Thanks for the help guys. I've been using a pencil, I'll switch to my knife. I had previously been sawing just shy of the line. I guess hugging it or trying to. Last week I switched to sawing down the line. I usually can eliminate the line now. I have only been cutting straight lines for the last week and have gotten better at that. I need to try my hand at another set of dovetails and see if I have progress. 

I'm thinking I wont get the guide.
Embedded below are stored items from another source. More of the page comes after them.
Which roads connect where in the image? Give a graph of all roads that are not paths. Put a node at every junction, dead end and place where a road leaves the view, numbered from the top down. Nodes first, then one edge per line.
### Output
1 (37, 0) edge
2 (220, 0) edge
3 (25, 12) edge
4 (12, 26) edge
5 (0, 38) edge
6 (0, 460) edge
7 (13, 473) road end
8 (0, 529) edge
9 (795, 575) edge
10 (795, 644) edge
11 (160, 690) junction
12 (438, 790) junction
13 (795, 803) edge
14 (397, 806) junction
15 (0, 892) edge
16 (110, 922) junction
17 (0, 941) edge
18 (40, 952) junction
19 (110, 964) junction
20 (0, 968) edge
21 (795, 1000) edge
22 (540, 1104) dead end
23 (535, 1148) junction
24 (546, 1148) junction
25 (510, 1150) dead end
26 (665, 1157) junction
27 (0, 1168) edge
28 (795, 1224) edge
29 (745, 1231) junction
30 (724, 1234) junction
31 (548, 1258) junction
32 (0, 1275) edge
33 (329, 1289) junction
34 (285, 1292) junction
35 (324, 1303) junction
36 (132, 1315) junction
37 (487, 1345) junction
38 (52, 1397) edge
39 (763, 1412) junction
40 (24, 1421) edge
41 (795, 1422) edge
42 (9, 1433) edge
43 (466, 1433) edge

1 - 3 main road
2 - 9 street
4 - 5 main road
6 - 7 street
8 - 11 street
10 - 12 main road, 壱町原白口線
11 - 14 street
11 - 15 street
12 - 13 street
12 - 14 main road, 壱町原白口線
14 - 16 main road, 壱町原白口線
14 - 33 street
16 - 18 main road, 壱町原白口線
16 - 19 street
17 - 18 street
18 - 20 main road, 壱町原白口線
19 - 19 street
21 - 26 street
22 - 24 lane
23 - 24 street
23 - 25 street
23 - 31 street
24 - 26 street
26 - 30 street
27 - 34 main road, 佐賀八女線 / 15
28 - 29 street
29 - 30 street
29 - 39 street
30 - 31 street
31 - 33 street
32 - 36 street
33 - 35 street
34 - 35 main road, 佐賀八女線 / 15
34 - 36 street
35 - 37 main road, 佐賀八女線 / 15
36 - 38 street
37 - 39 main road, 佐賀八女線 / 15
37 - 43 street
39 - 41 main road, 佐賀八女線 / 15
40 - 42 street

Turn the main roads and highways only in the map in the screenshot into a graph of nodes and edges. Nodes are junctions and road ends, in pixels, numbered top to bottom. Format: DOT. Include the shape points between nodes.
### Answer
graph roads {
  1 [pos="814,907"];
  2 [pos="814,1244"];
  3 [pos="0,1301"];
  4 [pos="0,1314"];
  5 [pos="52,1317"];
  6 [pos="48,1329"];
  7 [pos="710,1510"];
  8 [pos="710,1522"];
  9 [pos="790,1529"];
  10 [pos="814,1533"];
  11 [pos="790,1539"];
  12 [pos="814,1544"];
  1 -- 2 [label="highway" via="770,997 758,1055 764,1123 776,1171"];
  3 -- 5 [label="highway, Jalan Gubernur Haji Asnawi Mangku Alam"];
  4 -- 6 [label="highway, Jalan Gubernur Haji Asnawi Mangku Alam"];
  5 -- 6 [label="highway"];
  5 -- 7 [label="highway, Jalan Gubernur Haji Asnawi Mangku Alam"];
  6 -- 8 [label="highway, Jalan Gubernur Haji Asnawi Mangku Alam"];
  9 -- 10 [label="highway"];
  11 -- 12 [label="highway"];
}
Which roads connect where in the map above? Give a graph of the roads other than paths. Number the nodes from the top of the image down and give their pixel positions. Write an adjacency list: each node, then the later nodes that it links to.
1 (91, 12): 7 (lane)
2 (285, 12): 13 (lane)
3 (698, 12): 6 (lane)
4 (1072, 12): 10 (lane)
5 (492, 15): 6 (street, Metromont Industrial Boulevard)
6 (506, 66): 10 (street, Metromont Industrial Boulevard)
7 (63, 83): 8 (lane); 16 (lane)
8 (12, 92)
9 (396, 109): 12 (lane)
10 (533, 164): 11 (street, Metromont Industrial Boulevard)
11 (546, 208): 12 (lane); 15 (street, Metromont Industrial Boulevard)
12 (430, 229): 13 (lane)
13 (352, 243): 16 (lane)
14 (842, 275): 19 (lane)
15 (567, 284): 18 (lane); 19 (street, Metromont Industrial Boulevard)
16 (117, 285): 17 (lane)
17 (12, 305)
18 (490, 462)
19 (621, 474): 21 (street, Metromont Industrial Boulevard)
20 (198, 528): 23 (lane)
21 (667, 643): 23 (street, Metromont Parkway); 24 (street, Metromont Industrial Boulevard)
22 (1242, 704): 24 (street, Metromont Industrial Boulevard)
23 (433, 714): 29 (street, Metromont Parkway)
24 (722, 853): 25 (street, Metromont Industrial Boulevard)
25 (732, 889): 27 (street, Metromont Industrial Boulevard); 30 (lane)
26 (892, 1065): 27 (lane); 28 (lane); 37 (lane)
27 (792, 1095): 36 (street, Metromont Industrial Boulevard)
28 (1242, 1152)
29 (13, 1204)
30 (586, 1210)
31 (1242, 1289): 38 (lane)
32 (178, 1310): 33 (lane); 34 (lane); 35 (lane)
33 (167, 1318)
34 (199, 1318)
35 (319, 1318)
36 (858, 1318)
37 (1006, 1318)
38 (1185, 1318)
It seemed like cheating a little bit to me. (Not that it would matter to me very much personally) However, I think I'm pretty close to a good product if I can just get my technique refined to the next level.


----------



## Hammer1 (Aug 1, 2010)

Turn your saw over with a light overhead, then look at the tips of the teeth, very closely. If you see any reflection of light off the teeth, the teeth are dull. You won't be able to cut precisely with a dull saw. I've never seen a sharp Gents saw at the stores. The teeth are always dull and need sharpening right out of the package.


----------



## Wrangler02 (Apr 15, 2011)

Hammer1 said:


> Turn your saw over with a light overhead, then look at the tips of the teeth, very closely. If you see any reflection of light off the teeth, the teeth are dull. You won't be able to cut precisely with a dull saw. I've never seen a sharp Gents saw at the stores. The teeth are always dull and need sharpening right out of the package.


Isn't that normally the case with new tools. The first thing I do before I use a new tool is sharpen it.


----------



## Hammer1 (Aug 1, 2010)

Wrangler said:


> Isn't that normally the case with new tools. The first thing I do before I use a new tool is sharpen it.


Sharpening fine toothed handsaws isn't in everyone's wheelhouse. Japanese saws come very sharp and so do some of the higher end Western saws. A dull Gent's saw can be frustrating when trying to cut precise dovetails, it just won't make a fine, controlled cut.


----------



## Wrangler02 (Apr 15, 2011)

For me, the skill of tool sharpening is as important as learning to use those tools. I can't imagine sending out tools for sharpening, even if I could find someone capable of sharpening them by hand. Even those high end saws will need resharpening. And Japanese saws are throwaway.


----------



## eschatz (Feb 12, 2014)

For sharpening my DT saw I should run a bastard parallel down the teeth once or twice to level them. Then use my XXslim with two strokes per gullet perpendicular to the blade. Keeping the back of the file 90 deg (approx) from the blade (rip). Then it should be good to go. Right?


----------



## Wrangler02 (Apr 15, 2011)

eschatz said:


> For sharpening my DT saw I should run a bastard parallel down the teeth once or twice to level them. Then use my XXslim with two strokes per gullet perpendicular to the blade. Keeping the back of the file 90 deg (approx) from the blade (rip). Then it should be good to go. Right?


Sounds right to me.


----------



## Wrangler02 (Apr 15, 2011)

Wrangler said:


> Sounds right to me.


That said, I sharpen all of my saws as rip saws. I have found that a rip saw crosscuts the dry hardwoods that I work very nicely. I then grab the saw that I want to use based on the thickness of stock. Even my miter saw is a rip saw!


----------